Others require you to swerve alcohol or can make you feel drowsy so shouldn't be had before say, operating heavy vehicles.

But did you know that fruit can affect how effective your meds are? And do you know which drugs shouldn't be taken with others?

Philip Crilly, pharmacy teaching fellow at Kingston University, says that not only can drugs interact with each other, they can also interact with food and drink, as well as popular herbal remedies.

Writing for The Conversation, he says there are six common combinations that we should avoid at all cost:

1. Statins and grapefruit juice

You get prescribed statins if you've got high cholesterol or a form of coronary heart disease. When you've got either of those, you're often advised to try to pack out your diet with as much fruit and veg as possible.

But the one fruit you might want to avoid is grapefruit.

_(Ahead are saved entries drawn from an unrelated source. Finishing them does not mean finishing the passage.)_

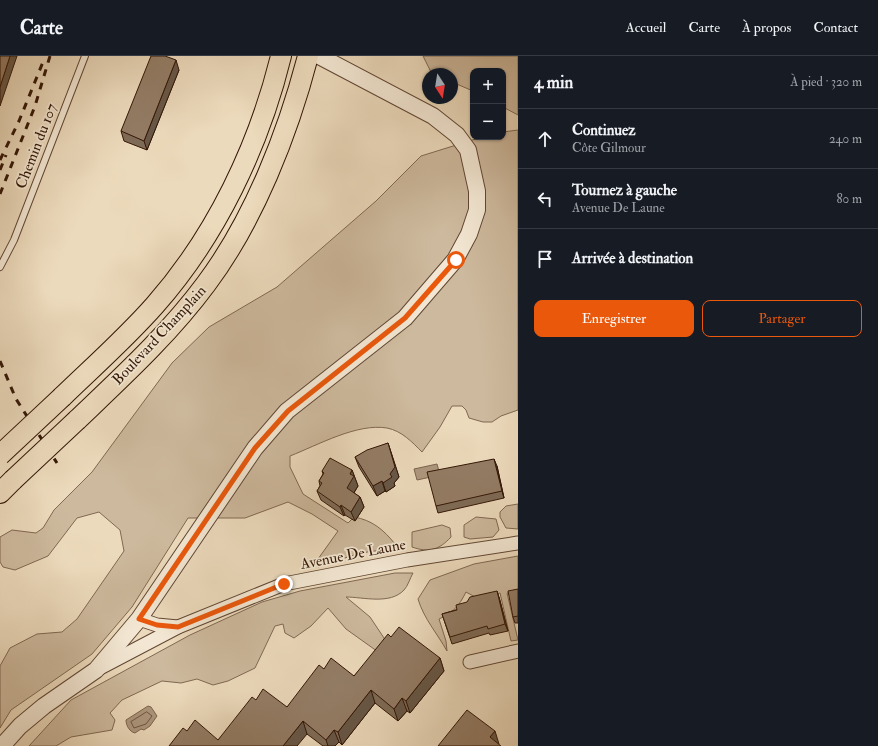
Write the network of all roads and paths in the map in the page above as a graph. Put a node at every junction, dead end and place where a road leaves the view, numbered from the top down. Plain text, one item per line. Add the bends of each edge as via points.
1 (85, 56) edge
2 (281, 56) edge
3 (308, 56) edge
4 (319, 56) edge
5 (0, 267) edge
6 (0, 456) edge
7 (7, 487) edge
8 (518, 543) edge
9 (139, 619) junction
10 (178, 627) junction
11 (518, 651) edge
12 (470, 662) dead end
13 (96, 670) junction
14 (2, 746) edge

1 - 5 lane, Chemin du 107 via 14,240
2 - 6 main road, Boulevard Champlain, bridge via 240,175 208,231 155,305
3 - 7 main road, Boulevard Champlain, bridge via 276,153 229,251 207,284 144,355
4 - 9 street via 433,116 457,135 468,150 477,191 477,210 456,260 405,318 288,411 255,448
8 - 10 street, Avenue De Laune via 407,560 284,584
9 - 10 street, Avenue De Laune via 157,625
9 - 13 street
10 - 13 street, Avenue De Laune
11 - 12 street
13 - 14 street via 44,706 20,726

That's because its juice can slow down the breakdown of statins in the body, increasing their presence in the blood. That's an issue because it increases the severity of the side effects of the drugs, which can include muscle pain and damage, liver damage, increased blood sugar, nausea and headache.

2. Warfarin and green leafy veg

If you've had a stroke, heart attack, deep vein thrombosis or a blood clot in the lungs, you might be prescribed warfarin, which is an anti-clotting drug.

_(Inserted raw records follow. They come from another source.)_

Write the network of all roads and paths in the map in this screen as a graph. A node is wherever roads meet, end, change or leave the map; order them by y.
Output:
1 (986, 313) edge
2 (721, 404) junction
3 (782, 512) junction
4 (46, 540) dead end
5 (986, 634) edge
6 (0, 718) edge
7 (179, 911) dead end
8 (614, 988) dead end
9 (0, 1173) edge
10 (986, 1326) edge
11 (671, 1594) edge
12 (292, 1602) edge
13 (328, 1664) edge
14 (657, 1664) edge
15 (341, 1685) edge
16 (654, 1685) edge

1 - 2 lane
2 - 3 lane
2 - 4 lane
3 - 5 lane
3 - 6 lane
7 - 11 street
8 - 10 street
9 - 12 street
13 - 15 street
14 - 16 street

And although you've got to get regular blood tests when you're on the drug, the one thing you want to avoid is vitamin K.

Vitamin K is found in green leafy veg like kale and spinach and green tea.

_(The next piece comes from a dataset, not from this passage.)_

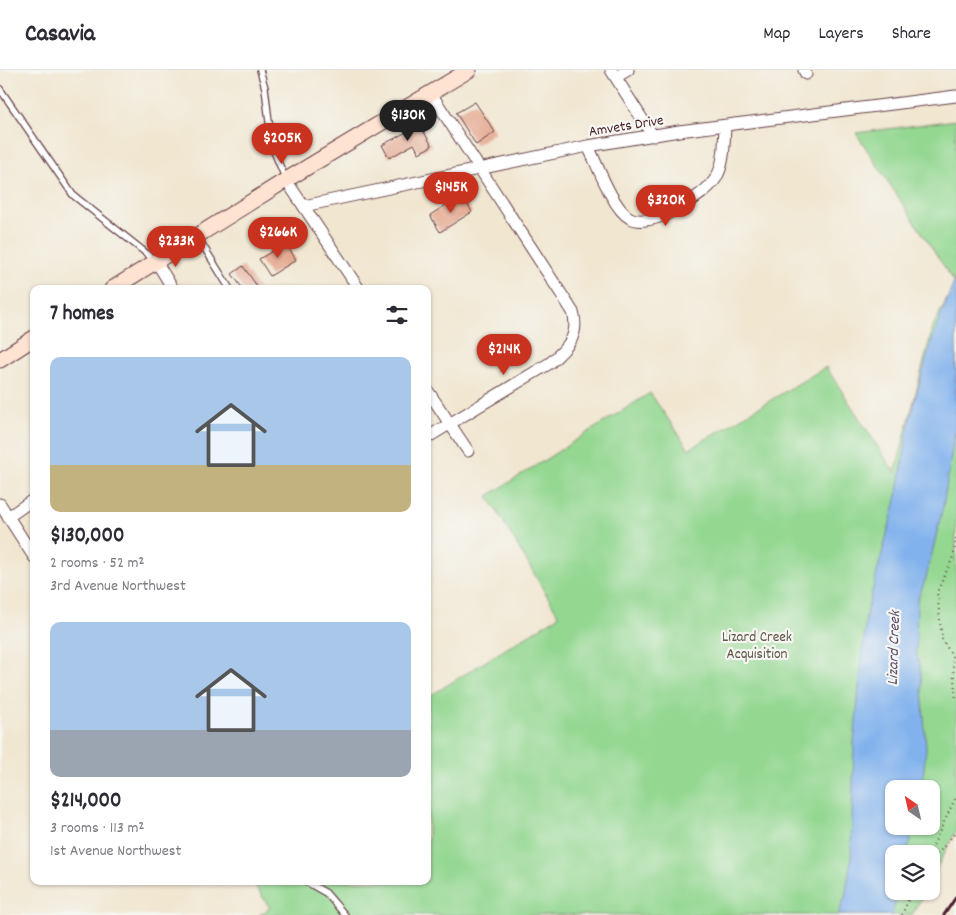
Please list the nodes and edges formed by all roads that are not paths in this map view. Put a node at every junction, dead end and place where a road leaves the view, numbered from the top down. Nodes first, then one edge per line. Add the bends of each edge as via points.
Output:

Philip says: "It can reduce the effect of warfarin by speeding up its removal from the body, meaning that those taking it may suffer serious consequences, including an increased risk of strokes or deep vein thrombosis.

"You should let your prescriber know if you are making any changes to your diet so that your dose of warfarin can be adjusted accordingly."

3. Antidepressants and ibuprofen

Not all antidepressants are the same and the ones you want to be careful about are a class called selective serotonin reuptake inhibitors (SSRIs).

Taking these alongside anti-inflammatory painkillers like ibuprofen can increase your risk of internal bleeding, symptoms of which can include dark poo, stomach cramps, feeling tired, blood in vomit and feeling faint.

Philip notes: "This side effect can be avoided by taking a stomach protecting drug, such as lansoprazole. It’s important to note, however, that certain other stomach protecting drugs may also interact with antidepressants, so it’s important to choose wisely."

4. Metronidazole and booze

Generally speaking, most pharmacists will tell you to avoid boozing and taking antibiotics – but it's especially important in this case.

When you've got an infected gym or tooth, the chances are that you could be prescribed metronidazole, and mixing it with alcohol can result in severe nausea and vomiting.

You're best off avoiding having any alcohol during the course of treatment and for at least two days after you've finished to make sure that the drug has completely left your body.

5. St John's Wort and the contraceptive pill

"St John’s Wort is a popular herbal remedy, used to treat the symptoms of mild depression. Some people assume that because it is a herbal remedy, it must be harmless. Quite the opposite," Philip says.

It speeds up the breakdown of other substances, meaning that the other drug becomes less effective.

While St John's Wort can have that effect on many drugs, the one that you want to be super careful of is the pill because if that fails, well, you could get pregnant.

"The interaction is so severe that the UK’s Medicines and Healthcare products Regulatory Agency has advised that the combination of St John’s Wort and the combined hormonal contraceptive pill should be avoided altogether."

6. Calcium supplements and other meds

As we age, it's not a bad idea to try to keep your calcium level topped up because our bones become weaker.

But while taking vitamin D and calcium supplements may help to prevent fractures, they can also impede the effectiveness of other drugs.

Certain antibiotics, meds that treat underactive thyroid and anti-malarial drugs are all affected.

Your best bet is to leave a gap of at least two hours between taking your calcium supplement and your other drugs.

So, where to go from here?

It's incredibly important that you don't just stop taking your meds if you are using any of the ones listed above as sudden changes to medication can have some really dangerous consequences.

If you're worried, consult your GP about which foods, supplements and painkillers you're best of taking.